We were there to hear Stockhausen’s own finding of sounds, as in Telemusik (1966) for magnetic tape, in which he gathers snippets from recordings he unearthed during a trip to Japan. He assembles a composition of manipulated waveforms resulting in electronic emissions of rhythm, pitch, and timbre. Found sounds passed through an electronic algorithm take on the basic elements of traditional music. So what do we hear? We enter into a space of recorded human activity, analog bleeps, subtly changing sine wave amplitudes, the occasional human moan and passing moments of chant. The noises display themselves in a structured collage counterpoint, allowing us to interpret this aural Rorschach test as it triggers memories of our own hidden relationships to external sounds.

The evening finished with the New York premiere of Cosmic Pulses (2007), the 32-minute work Stockhausen composed just before his death as the thirteenth hour of his cycle, Sound, representing 24 hours of the day. The audience huddled in closer around Drew as the speakers enclosed us in the 24 layers of electronically deconstructed melodic loops that traveled spatially through the room, at different tempi, often in a whirlwind of sonic experience not unlike the exhilarating whooshes of a race-car track. With the speakers’ emissions building powerfully, the room became the noise, the noise the room, and music a conglomeration of the experience – partly architectural, partly temporal.
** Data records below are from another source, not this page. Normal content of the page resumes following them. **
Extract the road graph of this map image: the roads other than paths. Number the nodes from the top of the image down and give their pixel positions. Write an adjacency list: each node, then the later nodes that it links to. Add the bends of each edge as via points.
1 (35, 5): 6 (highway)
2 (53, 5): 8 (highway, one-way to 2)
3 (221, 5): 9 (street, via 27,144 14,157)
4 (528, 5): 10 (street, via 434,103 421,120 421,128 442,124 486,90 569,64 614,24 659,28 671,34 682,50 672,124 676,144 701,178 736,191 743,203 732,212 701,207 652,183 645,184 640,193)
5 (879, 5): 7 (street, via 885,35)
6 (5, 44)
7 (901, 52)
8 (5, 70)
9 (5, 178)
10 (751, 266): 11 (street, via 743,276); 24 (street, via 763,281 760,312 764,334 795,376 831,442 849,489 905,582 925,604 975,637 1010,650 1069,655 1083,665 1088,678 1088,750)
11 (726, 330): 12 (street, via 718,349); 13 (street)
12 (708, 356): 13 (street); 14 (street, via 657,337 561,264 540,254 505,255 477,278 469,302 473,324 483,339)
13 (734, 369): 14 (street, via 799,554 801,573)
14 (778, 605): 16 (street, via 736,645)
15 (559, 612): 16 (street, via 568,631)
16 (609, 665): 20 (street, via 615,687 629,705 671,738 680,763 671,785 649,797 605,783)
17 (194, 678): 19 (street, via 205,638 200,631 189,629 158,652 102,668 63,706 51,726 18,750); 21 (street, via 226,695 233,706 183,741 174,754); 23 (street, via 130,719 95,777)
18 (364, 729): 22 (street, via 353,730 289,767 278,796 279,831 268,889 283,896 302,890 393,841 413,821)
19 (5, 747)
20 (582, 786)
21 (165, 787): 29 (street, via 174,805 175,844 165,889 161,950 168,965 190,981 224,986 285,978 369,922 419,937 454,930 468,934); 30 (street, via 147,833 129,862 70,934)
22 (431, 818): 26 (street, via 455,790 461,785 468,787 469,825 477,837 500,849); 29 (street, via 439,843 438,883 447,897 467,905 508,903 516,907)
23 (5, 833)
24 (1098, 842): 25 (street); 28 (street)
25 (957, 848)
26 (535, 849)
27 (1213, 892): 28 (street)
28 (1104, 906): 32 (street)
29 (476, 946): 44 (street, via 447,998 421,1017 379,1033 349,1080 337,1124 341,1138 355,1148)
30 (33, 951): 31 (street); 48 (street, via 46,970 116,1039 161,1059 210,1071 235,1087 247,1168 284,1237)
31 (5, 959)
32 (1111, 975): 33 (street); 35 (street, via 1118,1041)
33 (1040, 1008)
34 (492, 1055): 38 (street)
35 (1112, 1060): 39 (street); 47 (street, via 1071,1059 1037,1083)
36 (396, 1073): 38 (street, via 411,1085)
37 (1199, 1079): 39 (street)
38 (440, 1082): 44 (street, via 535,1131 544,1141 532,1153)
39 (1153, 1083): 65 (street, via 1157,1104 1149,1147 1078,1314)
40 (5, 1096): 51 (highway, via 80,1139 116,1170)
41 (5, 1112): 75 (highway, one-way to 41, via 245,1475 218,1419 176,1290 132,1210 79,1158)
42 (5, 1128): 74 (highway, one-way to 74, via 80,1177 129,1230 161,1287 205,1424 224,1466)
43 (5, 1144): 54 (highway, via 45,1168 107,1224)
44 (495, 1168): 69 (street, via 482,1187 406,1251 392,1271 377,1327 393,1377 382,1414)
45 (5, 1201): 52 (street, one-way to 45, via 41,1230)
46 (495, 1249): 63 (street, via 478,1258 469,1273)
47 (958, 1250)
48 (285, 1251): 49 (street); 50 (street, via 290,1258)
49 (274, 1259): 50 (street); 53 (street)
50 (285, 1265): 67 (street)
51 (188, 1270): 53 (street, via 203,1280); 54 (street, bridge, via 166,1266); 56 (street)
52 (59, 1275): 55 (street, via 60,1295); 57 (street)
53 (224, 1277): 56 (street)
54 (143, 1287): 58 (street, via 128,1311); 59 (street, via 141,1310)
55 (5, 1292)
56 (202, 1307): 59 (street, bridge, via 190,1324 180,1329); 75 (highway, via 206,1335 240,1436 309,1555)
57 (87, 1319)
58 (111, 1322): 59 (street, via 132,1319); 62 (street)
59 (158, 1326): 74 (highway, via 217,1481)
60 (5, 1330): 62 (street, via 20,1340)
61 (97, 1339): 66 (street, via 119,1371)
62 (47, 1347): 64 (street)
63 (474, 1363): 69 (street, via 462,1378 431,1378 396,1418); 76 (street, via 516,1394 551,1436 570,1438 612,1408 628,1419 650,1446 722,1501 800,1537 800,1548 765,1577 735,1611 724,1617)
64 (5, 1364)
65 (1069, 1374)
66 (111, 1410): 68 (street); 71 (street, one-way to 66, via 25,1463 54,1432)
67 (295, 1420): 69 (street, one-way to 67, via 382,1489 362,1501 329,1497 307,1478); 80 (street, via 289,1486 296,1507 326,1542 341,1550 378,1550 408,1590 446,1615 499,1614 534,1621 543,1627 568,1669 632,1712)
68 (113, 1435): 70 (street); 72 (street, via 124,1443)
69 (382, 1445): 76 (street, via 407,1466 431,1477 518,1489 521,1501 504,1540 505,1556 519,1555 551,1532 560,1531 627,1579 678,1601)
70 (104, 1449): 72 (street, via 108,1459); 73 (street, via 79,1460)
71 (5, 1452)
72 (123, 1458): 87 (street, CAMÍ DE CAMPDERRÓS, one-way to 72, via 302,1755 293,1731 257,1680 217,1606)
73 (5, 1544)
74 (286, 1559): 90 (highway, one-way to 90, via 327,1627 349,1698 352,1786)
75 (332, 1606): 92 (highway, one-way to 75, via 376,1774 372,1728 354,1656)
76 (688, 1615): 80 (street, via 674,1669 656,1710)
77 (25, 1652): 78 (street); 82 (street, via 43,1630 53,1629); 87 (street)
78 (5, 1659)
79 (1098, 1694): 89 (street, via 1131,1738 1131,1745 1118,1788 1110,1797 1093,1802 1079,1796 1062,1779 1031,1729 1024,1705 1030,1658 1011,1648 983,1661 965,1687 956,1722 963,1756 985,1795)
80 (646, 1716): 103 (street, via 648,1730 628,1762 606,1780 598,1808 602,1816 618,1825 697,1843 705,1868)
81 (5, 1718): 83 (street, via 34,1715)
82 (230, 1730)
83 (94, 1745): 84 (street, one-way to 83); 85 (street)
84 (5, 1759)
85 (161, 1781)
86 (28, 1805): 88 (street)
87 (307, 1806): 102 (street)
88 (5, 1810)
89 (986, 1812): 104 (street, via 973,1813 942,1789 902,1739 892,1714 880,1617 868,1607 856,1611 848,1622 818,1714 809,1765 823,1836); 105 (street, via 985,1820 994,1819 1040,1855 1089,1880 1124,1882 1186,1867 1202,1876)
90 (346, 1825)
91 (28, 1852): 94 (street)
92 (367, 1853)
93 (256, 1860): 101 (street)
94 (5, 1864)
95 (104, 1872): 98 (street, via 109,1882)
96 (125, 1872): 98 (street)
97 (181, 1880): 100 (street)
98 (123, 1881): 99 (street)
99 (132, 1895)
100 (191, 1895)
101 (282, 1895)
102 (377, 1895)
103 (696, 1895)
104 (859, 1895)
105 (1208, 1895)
Listening to works composed of found sounds or pre-recorded source material is not easy for everyone. By breaking boundaries, reconfiguring our ears, and even redefining the space around us, this type of electronic music can dismantle our comfort zone in which music typically acts as an escape. It teaches us to listen with an ear bent towards the unexpected and the multi-dimensional and with a new ability to incorporate the ever-changing modern experience. Thus, we reach a “higher unity,” as Stockhausen wrote of Telemusik, and, ideally, “a universality of past, present, and future, of distant places and spaces.”